§ What this task involves
This exercise asks for an exact copy of every entry below, with pictures omitted.

§ Records supplied
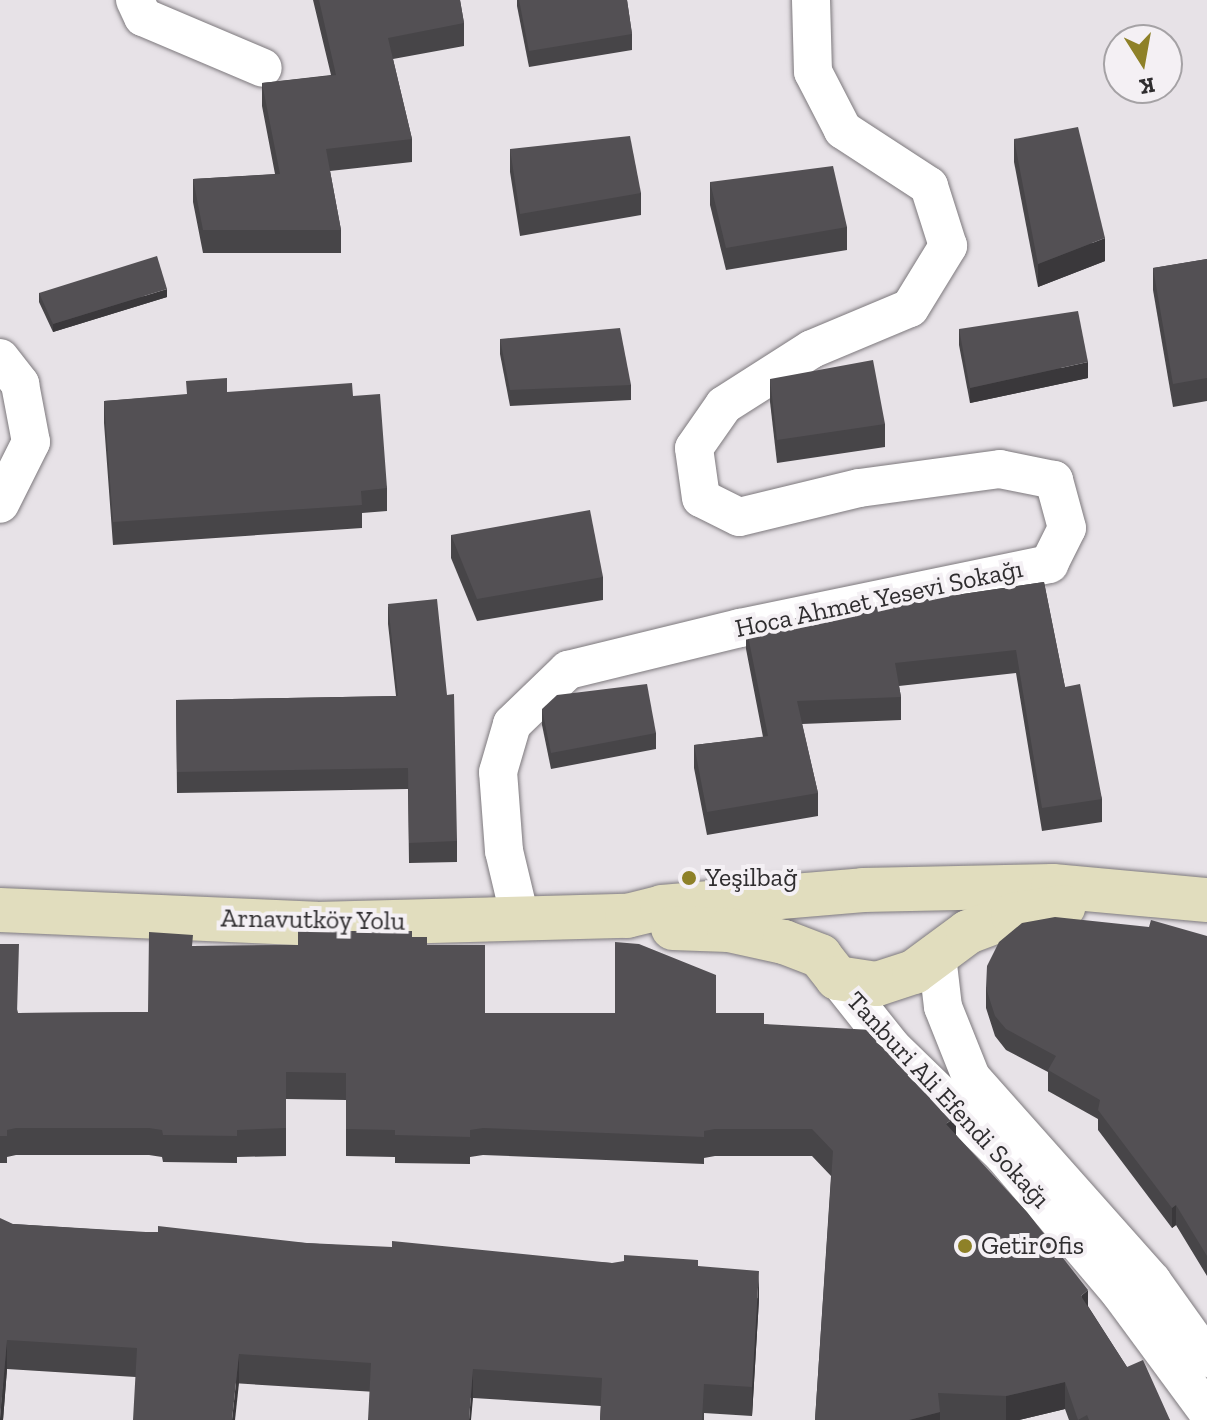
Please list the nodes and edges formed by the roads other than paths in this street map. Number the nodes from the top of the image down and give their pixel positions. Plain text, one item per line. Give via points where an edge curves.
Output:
1 (135, 0) edge
2 (811, 0) edge
3 (263, 68) dead end
4 (0, 358) edge
5 (0, 504) edge
6 (905, 890) junction
7 (846, 892) junction
8 (1128, 896) junction
9 (1207, 900) edge
10 (0, 910) edge
11 (627, 916) junction
12 (520, 918) junction
13 (937, 956) junction
14 (829, 967) junction
15 (1207, 1358) edge
16 (1207, 1411) edge

1 - 3 street via 143,17
2 - 12 street, Hoca Ahmet Yesevi Sokağı via 813,72 843,130 929,186 948,246 910,308 812,349 724,405 694,448 701,498 739,517 859,488 1000,469 1054,480 1067,528 1049,564 568,670 512,724 498,772 504,851
4 - 5 street via 20,384 31,442
6 - 7 main road
6 - 8 main road via 1046,886
6 - 13 main road via 924,906
7 - 11 main road via 677,906
7 - 14 main road via 832,904 824,922
8 - 9 main road
8 - 13 main road via 1013,915 968,932
10 - 12 main road, Arnavutköy Yolu via 316,924
11 - 12 main road, Arnavutköy Yolu
11 - 14 main road via 653,927 729,930
13 - 14 main road via 914,972 877,984
13 - 15 street, Tanburi Ali Efendi Sokağı via 943,1007 971,1077 1152,1281
14 - 16 street, Tanburi Ali Efendi Sokağı via 892,1047 1012,1166 1149,1329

§ Finished exercise
Please list the nodes and edges formed by the roads other than paths in this street map. Number the nodes from the top of the image down and give their pixel positions. Plain text, one item per line. Give via points where an edge curves.
Output:
1 (135, 0) edge
2 (811, 0) edge
3 (263, 68) dead end
4 (0, 358) edge
5 (0, 504) edge
6 (905, 890) junction
7 (846, 892) junction
8 (1128, 896) junction
9 (1207, 900) edge
10 (0, 910) edge
11 (627, 916) junction
12 (520, 918) junction
13 (937, 956) junction
14 (829, 967) junction
15 (1207, 1358) edge
16 (1207, 1411) edge

1 - 3 street via 143,17
2 - 12 street, Hoca Ahmet Yesevi Sokağı via 813,72 843,130 929,186 948,246 910,308 812,349 724,405 694,448 701,498 739,517 859,488 1000,469 1054,480 1067,528 1049,564 568,670 512,724 498,772 504,851
4 - 5 street via 20,384 31,442
6 - 7 main road
6 - 8 main road via 1046,886
6 - 13 main road via 924,906
7 - 11 main road via 677,906
7 - 14 main road via 832,904 824,922
8 - 9 main road
8 - 13 main road via 1013,915 968,932
10 - 12 main road, Arnavutköy Yolu via 316,924
11 - 12 main road, Arnavutköy Yolu
11 - 14 main road via 653,927 729,930
13 - 14 main road via 914,972 877,984
13 - 15 street, Tanburi Ali Efendi Sokağı via 943,1007 971,1077 1152,1281
14 - 16 street, Tanburi Ali Efendi Sokağı via 892,1047 1012,1166 1149,1329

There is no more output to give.